- Coat of arms
- Location of Westerheim within Alb-Donau-Kreis district
- Westerheim Westerheim
- Coordinates: 48°30′54″N 9°37′25″E﻿ / ﻿48.51500°N 9.62361°E
- Country: Germany
- State: Baden-Württemberg
- Admin. region: Tübingen
- District: Alb-Donau-Kreis

Government
- • Mayor (2018–26): Hartmut Walz

Area
- • Total: 22.91 km^{2} (8.85 sq mi)
- Elevation: 815 m (2,674 ft)

Population (2023-12-31)
- • Total: 3,069
- • Density: 130/km^{2} (350/sq mi)
- Time zone: UTC+01:00 (CET)
- • Summer (DST): UTC+02:00 (CEST)
- Postal codes: 72589
- Dialling codes: 07333
- Vehicle registration: UL
- Website: www.westerheim.de

= Westerheim, Baden-Württemberg =

Westerheim (/de/) is a municipality in the district of Alb-Donau in Baden-Württemberg in Germany.

==Location==
It is located at a height of 800 meters on the Swabian Jura, about 30 Kilometers north-west of Ulm.

==History==
Its origins stretch back to the Middle Ages.
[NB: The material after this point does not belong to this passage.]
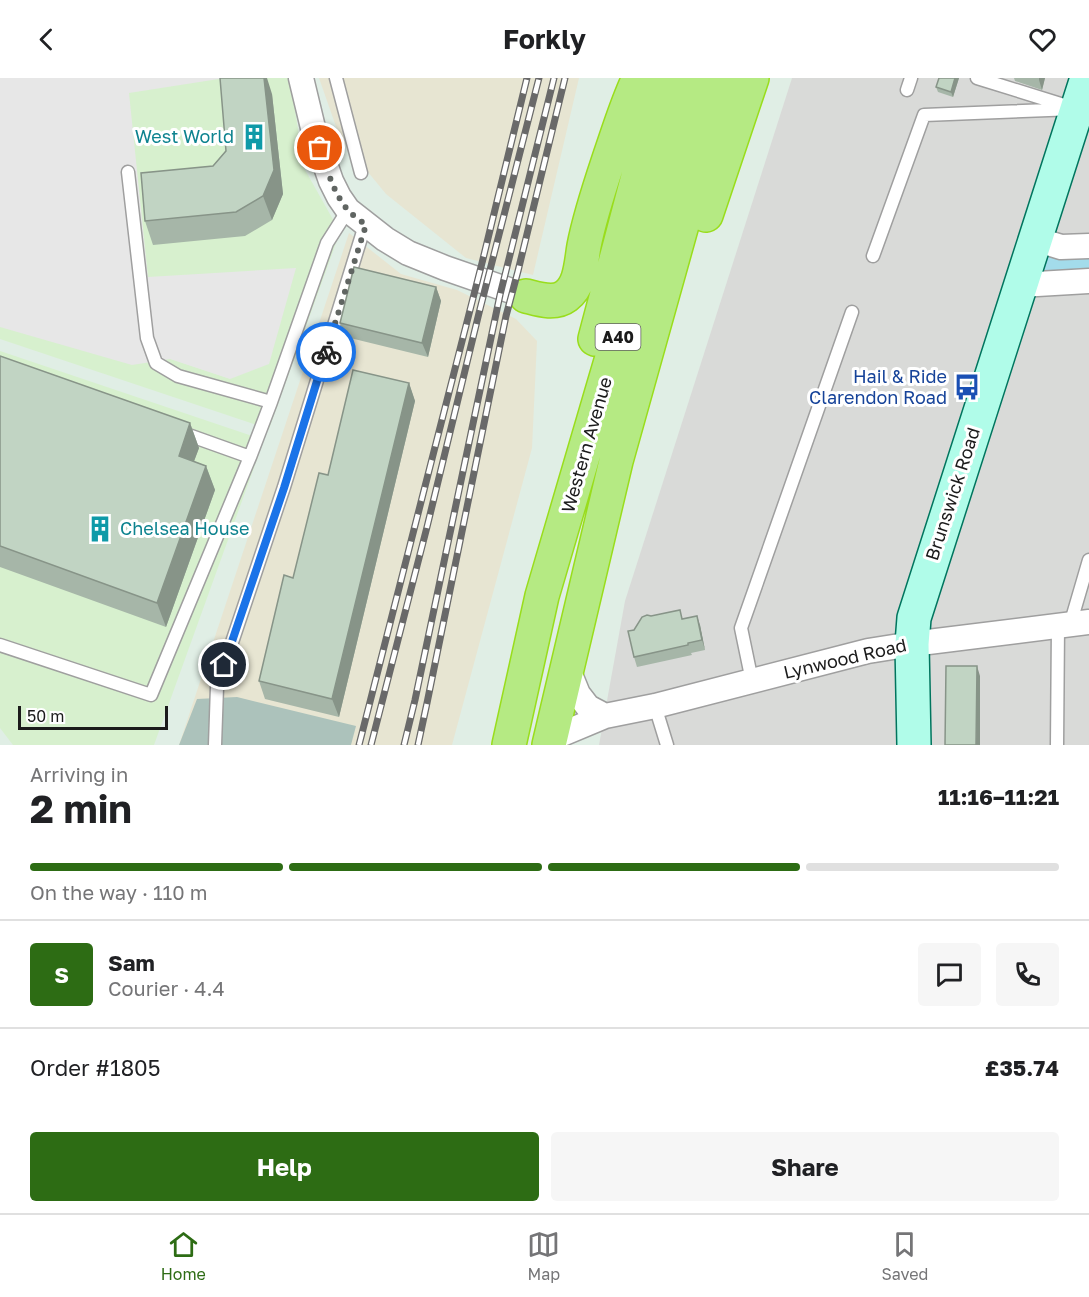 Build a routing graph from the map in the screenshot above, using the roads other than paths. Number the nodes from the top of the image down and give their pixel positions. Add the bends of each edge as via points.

The Dukes of Helfenstein introduced the Reformation between 1555 and 1567, but Westerheim reverted to Catholicism. Today its inhabitants are mainly Roman Catholic, though the surrounding villages are Evangelical.

In 1911-12 Westerheim received electricity.

It was badly damaged in April 1945, when German Army units made a stand there. Before leaving they detonated their explosives which were stored in local barns Stuttgart State Archives.

2011: Celebration for 1150 years of Westerheim.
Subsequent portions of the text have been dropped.